BRIEF » Tally the lines below that hold the string "linecap", and report the tally by itself.

RECORDS PROVIDED »
###

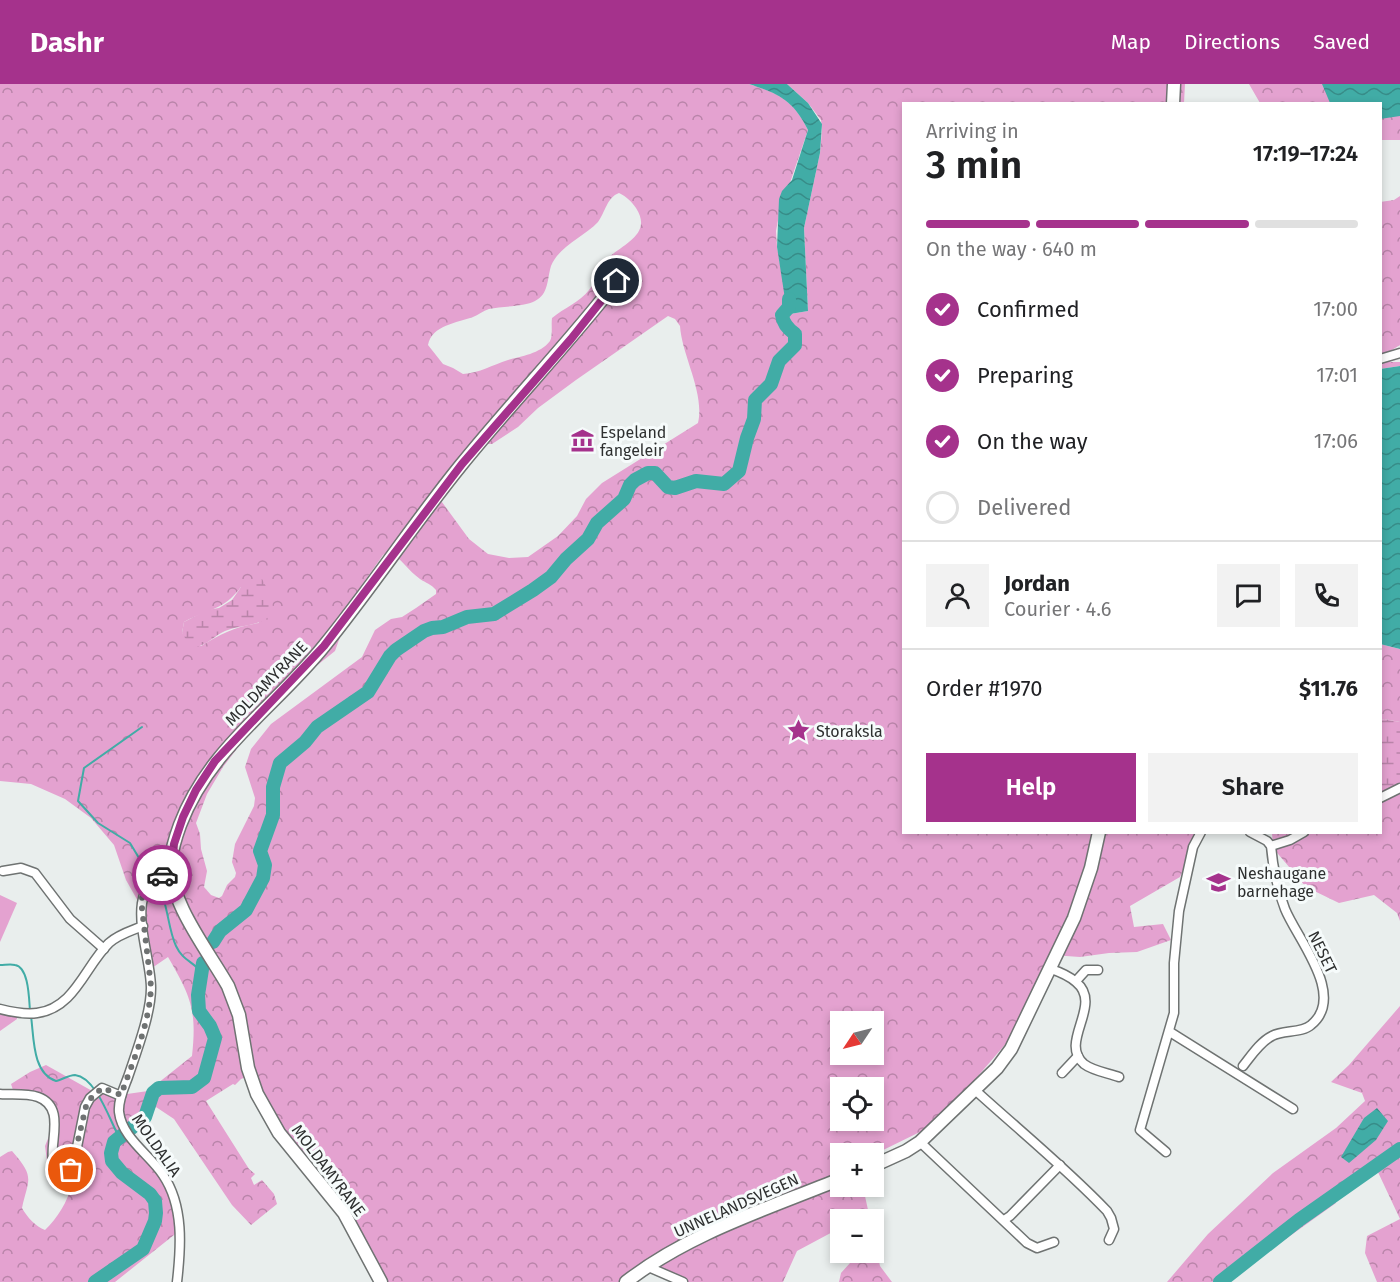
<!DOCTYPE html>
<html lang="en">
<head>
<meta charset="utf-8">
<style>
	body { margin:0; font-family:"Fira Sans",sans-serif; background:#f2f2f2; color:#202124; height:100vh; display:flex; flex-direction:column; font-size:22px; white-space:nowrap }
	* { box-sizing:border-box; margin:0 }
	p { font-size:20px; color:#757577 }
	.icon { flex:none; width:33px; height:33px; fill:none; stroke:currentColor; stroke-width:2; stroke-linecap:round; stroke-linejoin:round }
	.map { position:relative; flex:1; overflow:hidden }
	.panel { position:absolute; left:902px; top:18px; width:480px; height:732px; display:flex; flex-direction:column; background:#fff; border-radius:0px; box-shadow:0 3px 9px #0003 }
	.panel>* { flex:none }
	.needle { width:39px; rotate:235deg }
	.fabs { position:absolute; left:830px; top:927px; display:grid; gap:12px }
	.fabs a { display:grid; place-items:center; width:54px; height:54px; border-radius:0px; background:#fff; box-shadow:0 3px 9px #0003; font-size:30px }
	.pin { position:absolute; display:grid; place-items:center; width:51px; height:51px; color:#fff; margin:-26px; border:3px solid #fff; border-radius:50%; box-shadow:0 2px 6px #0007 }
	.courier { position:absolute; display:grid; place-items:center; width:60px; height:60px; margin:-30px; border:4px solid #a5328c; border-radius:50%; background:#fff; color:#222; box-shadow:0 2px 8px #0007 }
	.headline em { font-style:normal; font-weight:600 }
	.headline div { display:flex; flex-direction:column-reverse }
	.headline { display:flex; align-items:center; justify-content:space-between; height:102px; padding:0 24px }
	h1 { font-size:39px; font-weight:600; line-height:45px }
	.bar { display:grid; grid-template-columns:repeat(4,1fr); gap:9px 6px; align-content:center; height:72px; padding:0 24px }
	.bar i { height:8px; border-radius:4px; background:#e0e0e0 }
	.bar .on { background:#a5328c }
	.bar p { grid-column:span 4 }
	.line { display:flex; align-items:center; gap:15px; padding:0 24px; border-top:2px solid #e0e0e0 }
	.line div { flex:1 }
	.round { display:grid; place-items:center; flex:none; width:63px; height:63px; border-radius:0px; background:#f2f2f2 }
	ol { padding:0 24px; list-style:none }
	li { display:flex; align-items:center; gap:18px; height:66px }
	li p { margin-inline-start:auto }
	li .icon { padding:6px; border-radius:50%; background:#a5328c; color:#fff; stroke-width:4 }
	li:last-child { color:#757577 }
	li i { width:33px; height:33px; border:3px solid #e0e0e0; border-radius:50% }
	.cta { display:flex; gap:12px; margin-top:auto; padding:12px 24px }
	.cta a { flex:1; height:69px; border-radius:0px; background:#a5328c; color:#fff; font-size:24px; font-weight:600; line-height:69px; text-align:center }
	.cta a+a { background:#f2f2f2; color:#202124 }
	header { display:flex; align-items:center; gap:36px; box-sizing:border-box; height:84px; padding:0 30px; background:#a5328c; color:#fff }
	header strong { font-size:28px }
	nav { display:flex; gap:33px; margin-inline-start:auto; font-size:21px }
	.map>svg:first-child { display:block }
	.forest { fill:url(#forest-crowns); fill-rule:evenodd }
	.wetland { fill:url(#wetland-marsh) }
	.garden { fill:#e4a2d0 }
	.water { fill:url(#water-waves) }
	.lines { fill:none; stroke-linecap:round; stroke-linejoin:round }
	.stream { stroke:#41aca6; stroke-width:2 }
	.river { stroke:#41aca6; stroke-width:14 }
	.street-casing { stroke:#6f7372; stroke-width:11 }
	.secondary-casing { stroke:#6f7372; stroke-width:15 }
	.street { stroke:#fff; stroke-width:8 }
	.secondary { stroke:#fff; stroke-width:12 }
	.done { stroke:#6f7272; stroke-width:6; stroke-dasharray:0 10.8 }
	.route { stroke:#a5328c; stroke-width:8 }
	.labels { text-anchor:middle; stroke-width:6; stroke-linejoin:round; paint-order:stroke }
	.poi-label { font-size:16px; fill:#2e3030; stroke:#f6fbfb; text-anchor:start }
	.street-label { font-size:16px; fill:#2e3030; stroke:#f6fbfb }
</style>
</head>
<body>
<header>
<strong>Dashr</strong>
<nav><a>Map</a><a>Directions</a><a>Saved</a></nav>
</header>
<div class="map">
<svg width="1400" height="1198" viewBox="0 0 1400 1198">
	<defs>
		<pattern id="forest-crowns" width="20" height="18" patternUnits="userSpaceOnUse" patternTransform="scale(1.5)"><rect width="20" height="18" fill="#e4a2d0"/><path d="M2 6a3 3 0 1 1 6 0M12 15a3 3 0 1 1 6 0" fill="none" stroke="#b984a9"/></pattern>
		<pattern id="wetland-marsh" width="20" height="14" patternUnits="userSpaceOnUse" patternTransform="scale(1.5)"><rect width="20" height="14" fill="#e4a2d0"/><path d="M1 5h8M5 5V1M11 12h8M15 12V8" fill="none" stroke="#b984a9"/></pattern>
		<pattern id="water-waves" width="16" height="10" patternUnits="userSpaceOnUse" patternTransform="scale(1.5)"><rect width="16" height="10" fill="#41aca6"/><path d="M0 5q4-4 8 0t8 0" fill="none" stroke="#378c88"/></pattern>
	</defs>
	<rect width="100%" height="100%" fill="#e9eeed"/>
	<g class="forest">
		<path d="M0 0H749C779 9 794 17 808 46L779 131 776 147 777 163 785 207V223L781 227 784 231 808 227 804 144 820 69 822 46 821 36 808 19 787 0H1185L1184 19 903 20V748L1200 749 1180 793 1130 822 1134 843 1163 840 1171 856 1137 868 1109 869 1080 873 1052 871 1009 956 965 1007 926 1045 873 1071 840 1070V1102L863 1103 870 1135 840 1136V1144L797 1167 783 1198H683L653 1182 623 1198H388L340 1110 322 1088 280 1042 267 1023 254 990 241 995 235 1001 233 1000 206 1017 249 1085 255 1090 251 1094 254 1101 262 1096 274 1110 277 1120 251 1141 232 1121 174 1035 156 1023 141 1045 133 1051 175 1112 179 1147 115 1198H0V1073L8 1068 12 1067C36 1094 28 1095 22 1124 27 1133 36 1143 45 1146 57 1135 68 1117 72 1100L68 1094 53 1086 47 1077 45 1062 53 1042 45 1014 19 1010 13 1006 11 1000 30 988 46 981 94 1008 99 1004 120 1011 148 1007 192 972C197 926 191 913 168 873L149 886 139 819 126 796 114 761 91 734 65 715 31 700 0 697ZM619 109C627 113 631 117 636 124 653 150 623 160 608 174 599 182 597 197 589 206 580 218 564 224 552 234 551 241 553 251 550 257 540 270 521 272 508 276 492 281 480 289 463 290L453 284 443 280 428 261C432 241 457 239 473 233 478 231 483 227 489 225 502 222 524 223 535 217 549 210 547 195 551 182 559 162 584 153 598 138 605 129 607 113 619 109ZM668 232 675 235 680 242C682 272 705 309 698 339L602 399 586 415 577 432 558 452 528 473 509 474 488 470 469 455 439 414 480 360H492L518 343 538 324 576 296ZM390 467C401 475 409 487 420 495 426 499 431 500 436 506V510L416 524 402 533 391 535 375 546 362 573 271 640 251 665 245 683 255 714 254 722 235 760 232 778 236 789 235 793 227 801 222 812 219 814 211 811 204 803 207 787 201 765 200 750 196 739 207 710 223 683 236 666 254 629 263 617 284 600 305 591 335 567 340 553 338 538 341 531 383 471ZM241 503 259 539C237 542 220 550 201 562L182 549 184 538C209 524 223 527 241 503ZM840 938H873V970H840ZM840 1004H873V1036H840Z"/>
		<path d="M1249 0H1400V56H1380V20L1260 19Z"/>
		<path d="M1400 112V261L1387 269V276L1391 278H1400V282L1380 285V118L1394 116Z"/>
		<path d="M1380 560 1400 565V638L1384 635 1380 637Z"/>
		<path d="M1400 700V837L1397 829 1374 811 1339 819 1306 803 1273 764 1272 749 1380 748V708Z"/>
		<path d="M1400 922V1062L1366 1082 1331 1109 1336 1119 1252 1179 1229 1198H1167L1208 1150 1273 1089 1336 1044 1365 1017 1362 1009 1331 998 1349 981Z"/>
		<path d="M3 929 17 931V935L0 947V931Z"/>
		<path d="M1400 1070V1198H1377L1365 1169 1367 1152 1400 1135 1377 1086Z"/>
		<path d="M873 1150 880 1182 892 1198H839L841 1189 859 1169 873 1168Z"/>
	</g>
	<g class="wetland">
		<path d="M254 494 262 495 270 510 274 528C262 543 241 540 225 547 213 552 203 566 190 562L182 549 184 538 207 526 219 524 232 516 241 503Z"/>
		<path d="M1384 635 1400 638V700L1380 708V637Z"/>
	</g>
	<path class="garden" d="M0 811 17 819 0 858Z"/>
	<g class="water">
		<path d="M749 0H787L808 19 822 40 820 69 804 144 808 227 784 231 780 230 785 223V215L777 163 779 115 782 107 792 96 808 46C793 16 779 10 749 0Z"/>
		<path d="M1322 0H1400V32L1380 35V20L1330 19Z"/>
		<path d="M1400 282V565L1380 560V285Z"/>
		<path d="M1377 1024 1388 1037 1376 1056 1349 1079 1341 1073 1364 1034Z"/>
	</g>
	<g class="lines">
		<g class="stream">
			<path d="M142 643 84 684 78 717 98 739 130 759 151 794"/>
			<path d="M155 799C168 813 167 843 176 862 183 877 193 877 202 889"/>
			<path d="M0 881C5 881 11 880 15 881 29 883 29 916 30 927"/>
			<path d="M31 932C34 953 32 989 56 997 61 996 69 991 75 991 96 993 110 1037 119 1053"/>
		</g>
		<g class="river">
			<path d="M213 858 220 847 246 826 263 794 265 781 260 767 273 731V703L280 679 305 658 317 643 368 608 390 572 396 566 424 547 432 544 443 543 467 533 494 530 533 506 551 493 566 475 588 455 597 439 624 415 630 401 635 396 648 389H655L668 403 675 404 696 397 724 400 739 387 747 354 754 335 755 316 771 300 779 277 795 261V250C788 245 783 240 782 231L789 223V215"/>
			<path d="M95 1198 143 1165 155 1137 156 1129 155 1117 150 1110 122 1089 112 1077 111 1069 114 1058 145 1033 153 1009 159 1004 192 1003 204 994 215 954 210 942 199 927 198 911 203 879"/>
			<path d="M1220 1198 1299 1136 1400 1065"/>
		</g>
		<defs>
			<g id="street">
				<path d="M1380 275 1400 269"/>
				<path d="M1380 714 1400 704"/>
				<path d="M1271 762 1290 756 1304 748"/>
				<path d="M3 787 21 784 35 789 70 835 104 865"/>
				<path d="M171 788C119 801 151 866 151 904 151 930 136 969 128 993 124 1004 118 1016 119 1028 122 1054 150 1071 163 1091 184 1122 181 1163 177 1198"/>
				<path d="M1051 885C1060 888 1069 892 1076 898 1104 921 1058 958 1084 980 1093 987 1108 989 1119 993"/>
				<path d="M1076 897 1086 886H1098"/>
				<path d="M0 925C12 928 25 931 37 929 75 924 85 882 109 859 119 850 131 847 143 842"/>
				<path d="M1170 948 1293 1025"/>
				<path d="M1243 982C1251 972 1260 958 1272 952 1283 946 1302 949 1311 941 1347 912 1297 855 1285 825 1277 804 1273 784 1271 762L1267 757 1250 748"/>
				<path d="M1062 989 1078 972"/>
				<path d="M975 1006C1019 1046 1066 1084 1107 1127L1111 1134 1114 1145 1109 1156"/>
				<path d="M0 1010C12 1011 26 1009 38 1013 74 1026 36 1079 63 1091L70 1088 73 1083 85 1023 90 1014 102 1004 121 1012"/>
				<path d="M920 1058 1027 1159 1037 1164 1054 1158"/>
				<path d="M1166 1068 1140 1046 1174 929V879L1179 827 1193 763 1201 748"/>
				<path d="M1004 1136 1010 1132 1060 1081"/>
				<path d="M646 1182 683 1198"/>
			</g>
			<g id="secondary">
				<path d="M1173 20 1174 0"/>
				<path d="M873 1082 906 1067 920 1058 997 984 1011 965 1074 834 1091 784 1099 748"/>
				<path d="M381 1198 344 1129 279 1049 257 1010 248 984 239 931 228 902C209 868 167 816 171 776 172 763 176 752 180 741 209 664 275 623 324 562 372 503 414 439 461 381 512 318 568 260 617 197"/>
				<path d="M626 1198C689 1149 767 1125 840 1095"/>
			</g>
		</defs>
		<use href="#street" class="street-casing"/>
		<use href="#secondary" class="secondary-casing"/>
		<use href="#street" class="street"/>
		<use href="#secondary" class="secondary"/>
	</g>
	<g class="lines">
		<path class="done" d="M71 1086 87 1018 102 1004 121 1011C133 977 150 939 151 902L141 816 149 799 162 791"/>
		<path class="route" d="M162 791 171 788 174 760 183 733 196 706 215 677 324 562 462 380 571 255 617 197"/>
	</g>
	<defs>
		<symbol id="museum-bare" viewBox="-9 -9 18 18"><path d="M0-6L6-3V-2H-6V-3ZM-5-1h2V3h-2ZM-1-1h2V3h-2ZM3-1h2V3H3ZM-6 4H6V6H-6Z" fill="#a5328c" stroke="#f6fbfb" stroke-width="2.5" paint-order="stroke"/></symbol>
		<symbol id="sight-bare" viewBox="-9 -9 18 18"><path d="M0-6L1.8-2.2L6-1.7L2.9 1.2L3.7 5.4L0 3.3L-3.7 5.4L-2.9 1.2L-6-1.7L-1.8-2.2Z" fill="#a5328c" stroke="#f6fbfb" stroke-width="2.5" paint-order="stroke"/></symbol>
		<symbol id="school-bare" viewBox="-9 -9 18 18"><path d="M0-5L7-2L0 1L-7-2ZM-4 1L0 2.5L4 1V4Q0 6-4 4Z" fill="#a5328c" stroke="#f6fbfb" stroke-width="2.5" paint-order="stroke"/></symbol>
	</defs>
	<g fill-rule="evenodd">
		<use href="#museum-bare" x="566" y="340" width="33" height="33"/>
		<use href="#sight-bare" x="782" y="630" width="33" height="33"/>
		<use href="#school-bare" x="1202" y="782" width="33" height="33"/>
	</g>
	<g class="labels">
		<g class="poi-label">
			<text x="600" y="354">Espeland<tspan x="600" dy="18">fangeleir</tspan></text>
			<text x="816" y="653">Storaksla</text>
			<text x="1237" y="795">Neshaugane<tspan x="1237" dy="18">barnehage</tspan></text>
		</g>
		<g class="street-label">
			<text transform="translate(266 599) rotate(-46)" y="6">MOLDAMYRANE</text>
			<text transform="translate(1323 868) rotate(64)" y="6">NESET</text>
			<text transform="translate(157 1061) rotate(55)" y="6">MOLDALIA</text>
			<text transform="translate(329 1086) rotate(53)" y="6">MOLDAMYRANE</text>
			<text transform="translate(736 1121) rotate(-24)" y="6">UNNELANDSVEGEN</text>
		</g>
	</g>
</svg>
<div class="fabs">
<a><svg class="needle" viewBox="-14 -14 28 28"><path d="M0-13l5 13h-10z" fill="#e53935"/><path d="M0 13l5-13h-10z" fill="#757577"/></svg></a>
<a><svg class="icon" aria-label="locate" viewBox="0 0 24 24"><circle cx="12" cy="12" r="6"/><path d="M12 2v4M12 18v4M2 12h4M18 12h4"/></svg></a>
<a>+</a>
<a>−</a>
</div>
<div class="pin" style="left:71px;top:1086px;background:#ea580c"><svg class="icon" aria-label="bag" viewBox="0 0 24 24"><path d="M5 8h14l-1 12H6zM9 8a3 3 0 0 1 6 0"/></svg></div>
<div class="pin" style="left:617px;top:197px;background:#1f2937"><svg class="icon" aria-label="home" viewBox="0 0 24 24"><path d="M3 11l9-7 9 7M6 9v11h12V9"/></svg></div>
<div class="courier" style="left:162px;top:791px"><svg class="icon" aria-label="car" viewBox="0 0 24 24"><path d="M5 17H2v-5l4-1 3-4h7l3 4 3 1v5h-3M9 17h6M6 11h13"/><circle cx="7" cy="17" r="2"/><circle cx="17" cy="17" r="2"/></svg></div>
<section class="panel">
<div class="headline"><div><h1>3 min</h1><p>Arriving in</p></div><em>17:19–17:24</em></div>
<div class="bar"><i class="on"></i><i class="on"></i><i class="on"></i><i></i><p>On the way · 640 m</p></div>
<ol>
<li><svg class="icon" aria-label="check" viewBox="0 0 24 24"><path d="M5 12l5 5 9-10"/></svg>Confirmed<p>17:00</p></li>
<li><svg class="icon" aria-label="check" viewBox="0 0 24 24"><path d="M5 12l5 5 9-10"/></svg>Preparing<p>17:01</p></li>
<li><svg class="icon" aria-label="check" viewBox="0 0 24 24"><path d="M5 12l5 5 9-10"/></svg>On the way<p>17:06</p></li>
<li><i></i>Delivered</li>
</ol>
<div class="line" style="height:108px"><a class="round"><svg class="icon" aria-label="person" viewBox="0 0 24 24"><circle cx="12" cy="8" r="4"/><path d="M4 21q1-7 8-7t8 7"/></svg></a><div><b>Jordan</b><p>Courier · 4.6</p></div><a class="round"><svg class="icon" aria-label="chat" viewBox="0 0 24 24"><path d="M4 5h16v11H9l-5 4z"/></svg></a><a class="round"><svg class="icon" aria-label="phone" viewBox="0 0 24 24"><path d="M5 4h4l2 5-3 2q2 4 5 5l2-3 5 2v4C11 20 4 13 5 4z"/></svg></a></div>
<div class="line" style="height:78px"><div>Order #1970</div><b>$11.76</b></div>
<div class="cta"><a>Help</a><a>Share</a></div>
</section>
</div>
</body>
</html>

###

ANSWER SECTION » 2